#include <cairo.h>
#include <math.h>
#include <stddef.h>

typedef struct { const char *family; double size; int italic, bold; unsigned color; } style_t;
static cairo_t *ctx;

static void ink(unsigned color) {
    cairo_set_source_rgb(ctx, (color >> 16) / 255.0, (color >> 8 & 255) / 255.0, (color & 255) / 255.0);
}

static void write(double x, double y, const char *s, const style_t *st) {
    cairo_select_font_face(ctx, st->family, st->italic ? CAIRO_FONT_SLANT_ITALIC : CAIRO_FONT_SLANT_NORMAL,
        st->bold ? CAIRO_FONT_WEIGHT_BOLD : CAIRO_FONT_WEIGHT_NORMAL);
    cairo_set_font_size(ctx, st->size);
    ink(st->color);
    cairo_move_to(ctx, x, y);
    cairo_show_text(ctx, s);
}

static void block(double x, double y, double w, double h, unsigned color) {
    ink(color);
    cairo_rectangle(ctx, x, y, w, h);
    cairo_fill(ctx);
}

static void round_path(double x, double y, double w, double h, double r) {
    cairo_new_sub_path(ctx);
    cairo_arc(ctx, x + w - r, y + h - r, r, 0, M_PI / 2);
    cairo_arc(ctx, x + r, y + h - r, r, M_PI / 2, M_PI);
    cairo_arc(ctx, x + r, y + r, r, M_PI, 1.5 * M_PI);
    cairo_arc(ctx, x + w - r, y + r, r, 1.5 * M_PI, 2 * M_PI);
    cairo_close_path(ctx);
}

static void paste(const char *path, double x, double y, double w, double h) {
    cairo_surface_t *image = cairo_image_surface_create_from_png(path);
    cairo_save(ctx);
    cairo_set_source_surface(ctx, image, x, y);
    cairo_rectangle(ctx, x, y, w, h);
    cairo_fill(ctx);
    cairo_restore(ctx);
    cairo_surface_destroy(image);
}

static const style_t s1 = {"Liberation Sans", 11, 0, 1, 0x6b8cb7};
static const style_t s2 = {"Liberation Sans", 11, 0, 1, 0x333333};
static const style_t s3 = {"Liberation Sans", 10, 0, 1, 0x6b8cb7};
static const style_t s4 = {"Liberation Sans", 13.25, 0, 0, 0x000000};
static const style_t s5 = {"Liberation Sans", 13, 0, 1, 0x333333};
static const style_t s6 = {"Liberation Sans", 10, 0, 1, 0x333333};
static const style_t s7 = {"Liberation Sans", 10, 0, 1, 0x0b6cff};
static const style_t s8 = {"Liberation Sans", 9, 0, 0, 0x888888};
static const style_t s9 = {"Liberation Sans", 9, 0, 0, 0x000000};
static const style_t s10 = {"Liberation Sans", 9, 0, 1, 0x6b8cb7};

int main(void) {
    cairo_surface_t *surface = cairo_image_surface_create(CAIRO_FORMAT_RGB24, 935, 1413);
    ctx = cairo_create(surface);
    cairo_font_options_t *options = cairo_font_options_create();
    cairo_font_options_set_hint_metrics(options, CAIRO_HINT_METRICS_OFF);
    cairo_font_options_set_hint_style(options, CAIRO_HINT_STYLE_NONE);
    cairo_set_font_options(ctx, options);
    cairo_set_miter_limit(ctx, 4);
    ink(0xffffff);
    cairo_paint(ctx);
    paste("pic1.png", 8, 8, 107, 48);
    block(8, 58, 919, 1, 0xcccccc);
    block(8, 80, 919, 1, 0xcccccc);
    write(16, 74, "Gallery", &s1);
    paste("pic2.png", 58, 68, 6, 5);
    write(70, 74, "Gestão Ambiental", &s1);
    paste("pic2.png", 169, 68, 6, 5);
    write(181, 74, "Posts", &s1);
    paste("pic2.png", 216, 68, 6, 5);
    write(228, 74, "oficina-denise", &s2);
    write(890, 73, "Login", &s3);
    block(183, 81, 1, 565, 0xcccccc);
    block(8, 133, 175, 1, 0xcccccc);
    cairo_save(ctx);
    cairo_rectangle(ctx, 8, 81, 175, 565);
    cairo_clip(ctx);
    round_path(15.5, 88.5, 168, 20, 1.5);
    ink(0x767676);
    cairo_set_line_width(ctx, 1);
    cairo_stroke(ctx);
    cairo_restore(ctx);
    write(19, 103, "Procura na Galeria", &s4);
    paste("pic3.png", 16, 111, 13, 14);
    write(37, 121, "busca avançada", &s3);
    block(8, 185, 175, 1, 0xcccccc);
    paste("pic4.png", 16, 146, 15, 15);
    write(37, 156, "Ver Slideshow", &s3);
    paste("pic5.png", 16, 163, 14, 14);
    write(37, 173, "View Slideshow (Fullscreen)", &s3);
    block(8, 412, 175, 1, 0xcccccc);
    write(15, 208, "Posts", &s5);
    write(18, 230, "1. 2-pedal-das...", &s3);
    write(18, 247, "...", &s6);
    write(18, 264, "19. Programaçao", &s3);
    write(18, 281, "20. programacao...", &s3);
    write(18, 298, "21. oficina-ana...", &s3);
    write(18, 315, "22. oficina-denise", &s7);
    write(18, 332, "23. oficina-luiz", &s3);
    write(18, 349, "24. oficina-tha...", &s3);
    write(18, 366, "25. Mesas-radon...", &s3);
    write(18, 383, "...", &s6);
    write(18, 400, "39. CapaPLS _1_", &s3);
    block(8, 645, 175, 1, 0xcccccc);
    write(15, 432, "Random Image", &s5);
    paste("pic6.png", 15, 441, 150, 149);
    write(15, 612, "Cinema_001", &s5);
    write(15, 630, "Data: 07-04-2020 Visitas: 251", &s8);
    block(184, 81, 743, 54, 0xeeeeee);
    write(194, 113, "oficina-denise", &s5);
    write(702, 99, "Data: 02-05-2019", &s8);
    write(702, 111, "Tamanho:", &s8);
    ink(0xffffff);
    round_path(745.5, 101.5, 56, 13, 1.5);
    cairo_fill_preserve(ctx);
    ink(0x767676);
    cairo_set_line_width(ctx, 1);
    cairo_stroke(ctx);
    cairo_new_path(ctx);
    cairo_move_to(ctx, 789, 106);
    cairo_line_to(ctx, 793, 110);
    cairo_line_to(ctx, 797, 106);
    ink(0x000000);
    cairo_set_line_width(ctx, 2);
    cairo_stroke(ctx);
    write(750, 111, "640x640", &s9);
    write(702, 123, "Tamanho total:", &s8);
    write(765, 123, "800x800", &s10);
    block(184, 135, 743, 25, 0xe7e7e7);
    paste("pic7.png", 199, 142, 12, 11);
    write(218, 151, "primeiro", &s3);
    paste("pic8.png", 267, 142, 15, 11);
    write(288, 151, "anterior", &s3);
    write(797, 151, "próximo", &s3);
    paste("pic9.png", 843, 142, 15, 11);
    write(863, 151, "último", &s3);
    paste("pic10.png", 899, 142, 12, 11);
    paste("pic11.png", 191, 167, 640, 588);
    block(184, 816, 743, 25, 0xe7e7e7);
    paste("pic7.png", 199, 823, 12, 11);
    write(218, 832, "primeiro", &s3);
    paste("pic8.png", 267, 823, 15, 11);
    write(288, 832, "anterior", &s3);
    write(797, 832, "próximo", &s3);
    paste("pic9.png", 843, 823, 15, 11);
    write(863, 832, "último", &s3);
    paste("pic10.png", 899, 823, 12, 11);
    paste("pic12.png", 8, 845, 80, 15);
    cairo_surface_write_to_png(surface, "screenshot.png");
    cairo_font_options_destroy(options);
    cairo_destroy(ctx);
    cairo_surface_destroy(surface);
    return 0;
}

---*---

*Task brief*.
Please copy only these lines, exactly: the first line of the records through the line containing "cairo_arc(ctx, x + r, y + r, r, M_PI, 1.5", ends included.

*Reply to the task*.
#include <cairo.h>
#include <math.h>
#include <stddef.h>

typedef struct { const char *family; double size; int italic, bold; unsigned color; } style_t;
static cairo_t *ctx;

static void ink(unsigned color) {
    cairo_set_source_rgb(ctx, (color >> 16) / 255.0, (color >> 8 & 255) / 255.0, (color & 255) / 255.0);
}

static void write(double x, double y, const char *s, const style_t *st) {
    cairo_select_font_face(ctx, st->family, st->italic ? CAIRO_FONT_SLANT_ITALIC : CAIRO_FONT_SLANT_NORMAL,
        st->bold ? CAIRO_FONT_WEIGHT_BOLD : CAIRO_FONT_WEIGHT_NORMAL);
    cairo_set_font_size(ctx, st->size);
    ink(st->color);
    cairo_move_to(ctx, x, y);
    cairo_show_text(ctx, s);
}

static void block(double x, double y, double w, double h, unsigned color) {
    ink(color);
    cairo_rectangle(ctx, x, y, w, h);
    cairo_fill(ctx);
}

static void round_path(double x, double y, double w, double h, double r) {
    cairo_new_sub_path(ctx);
    cairo_arc(ctx, x + w - r, y + h - r, r, 0, M_PI / 2);
    cairo_arc(ctx, x + r, y + h - r, r, M_PI / 2, M_PI);
    cairo_arc(ctx, x + r, y + r, r, M_PI, 1.5 * M_PI);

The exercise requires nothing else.